Anna Fairchild works with sculpture, film and photography. The material processes she uses enable a mapping of traces of unseen places, giving form to fragments of images, memories and experience.

Her solo exhibitions include; Mill Flow, 2019, Mill Green Museum, Hatfield UK; The Fluid and the Fixed, 2019, University of East London; Virtual Shift, 2018, Luton Culture/Arts Council England, The Storefront, Luton Bedfordshire.

Sian-Kate Mooney has a background in fashion and textiles. She has used recycled fabrics and fashion items, latex, building materials, self-fabricated soap, felt, and combinations of these.

Recent exhibitions include Royal Academy Summer Exhibition (2015), London; Fall of the Rebel Angels (2015), Venice, Italy; Pravac Sila (2014) Ozone Gallery, Belgrade, Serbia, Directional Forces 4 (2014) Artoll, Bedburg-Hau, Germany; Vroom (2014) London; Chinese Open (2014) Q-Park, Soho, London; Colony 55, Sale Docks (2013), Venice, Italy and Directional Forces 2 (2013) Artoll, Bedburg-Hau, Germany, for which she was also co-curator.

Mark Woods uses a range of materials that include epoxy resins, silk, leather and faux materials to create ‘transgressive’ objects. They have been described as laying bare a fascination with the “fraudulent simulation phenomena of a society increasingly obsessed with glamour and pornography”.

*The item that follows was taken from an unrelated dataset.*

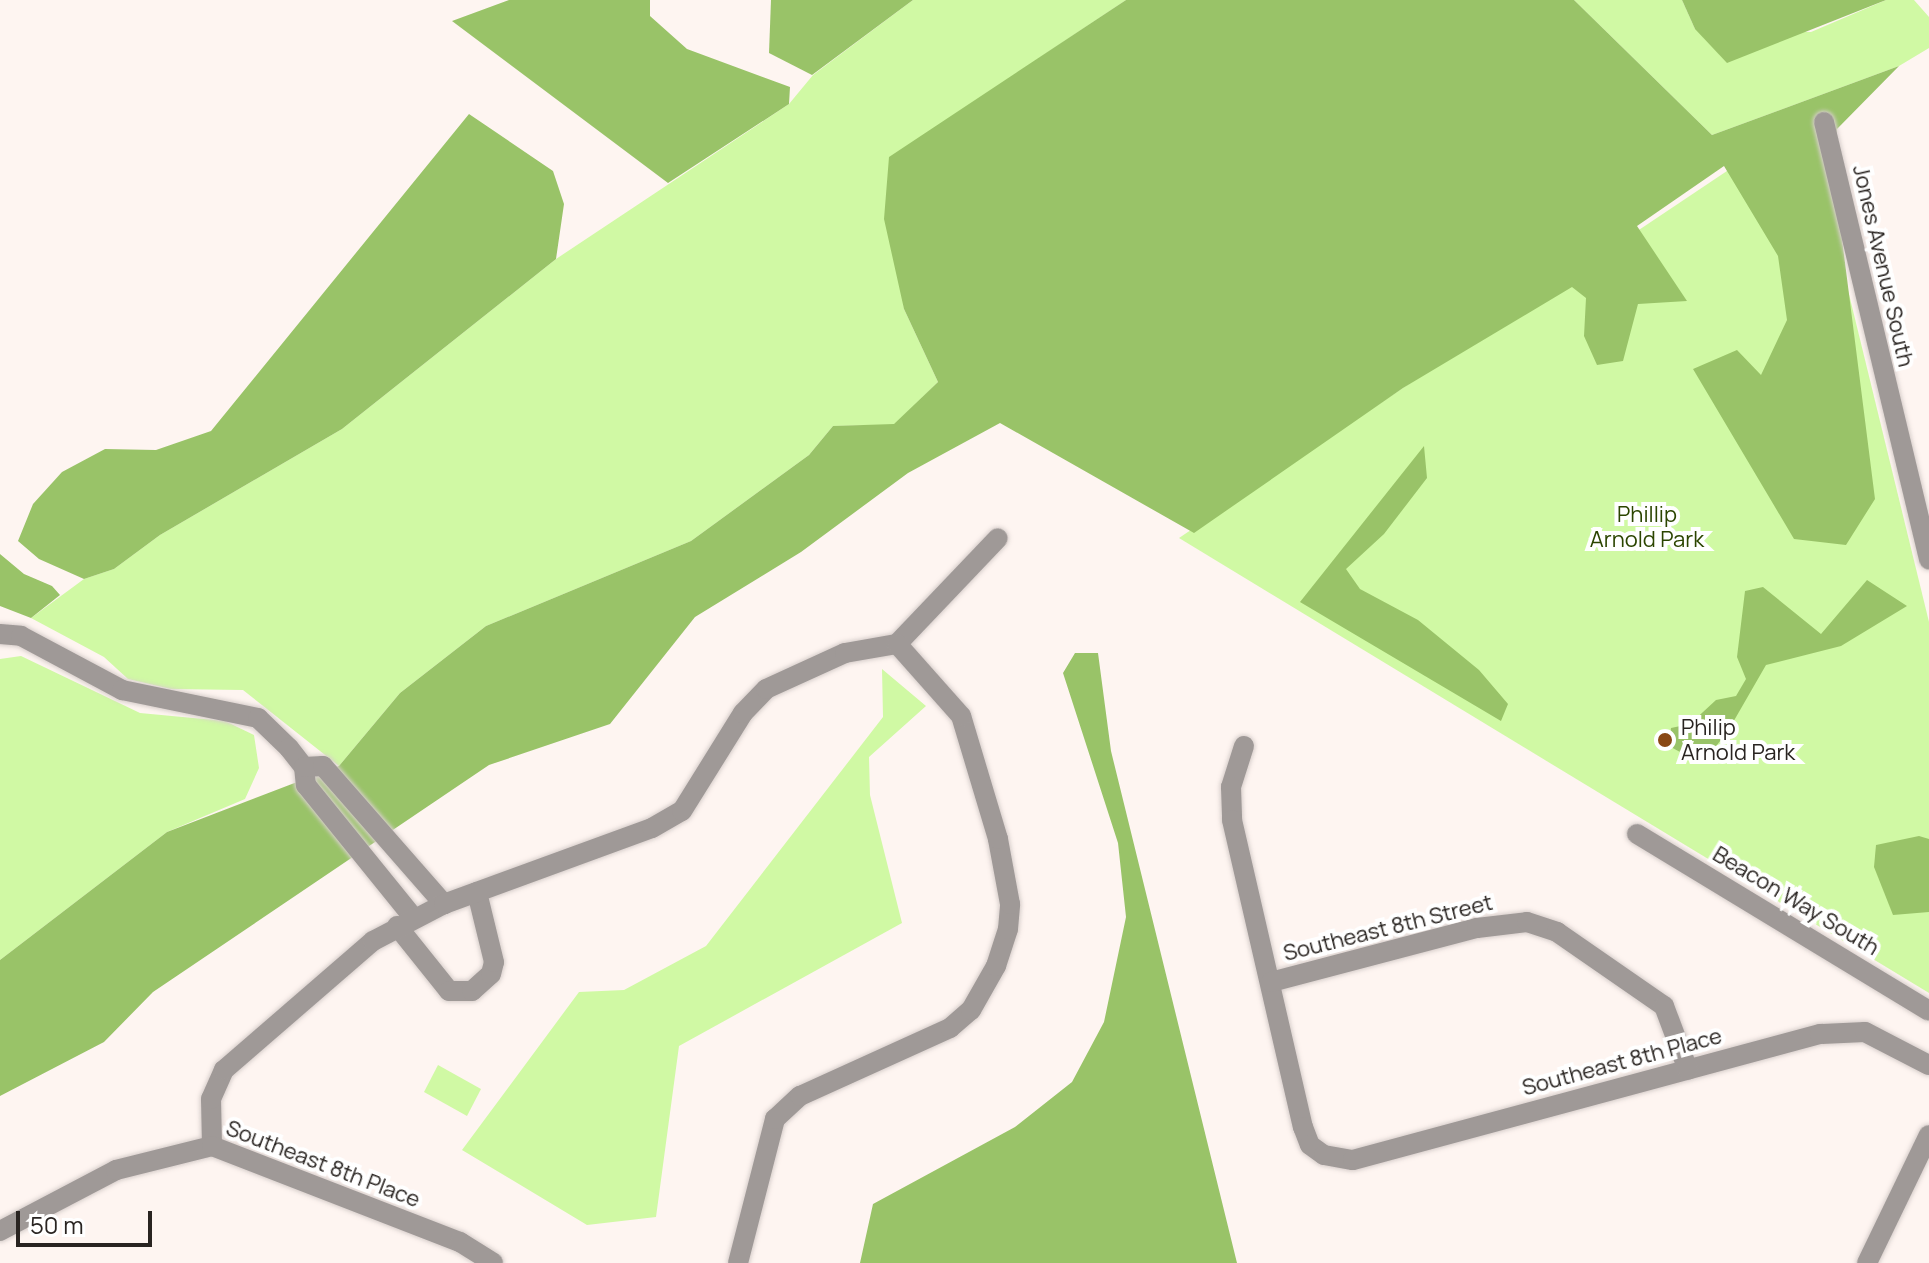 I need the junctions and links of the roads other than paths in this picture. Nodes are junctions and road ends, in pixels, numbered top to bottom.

His previous solo exhibitions include Lubomirov/Angus Hughes Gallery, London (2017); Saturnia, Brussels, Belgium (2012) and The Wapping Project, London (2010). Group exhibitions include Holburne Museum, Bath, England and international presentations in Italy, Israel, Japan, Germany, Switzerland, The Netherlands and the USA in 2017 to 2019.

Mr Stephens added that the gallery is looking to expand its already growing reputation. “We are trying to create links with Carlisle, Preston and Manchester, and get people into town from further afield.”

The new exhibition runs from March 21 to May 9, Wednesday to Saturday, 12noon to 5pm. There is an opening preview on Friday, March 20, from 6-8pm.

And there will be a seminar and discussion with talks by the artists and the curator on the theme of The Material Object on Saturday, April 18.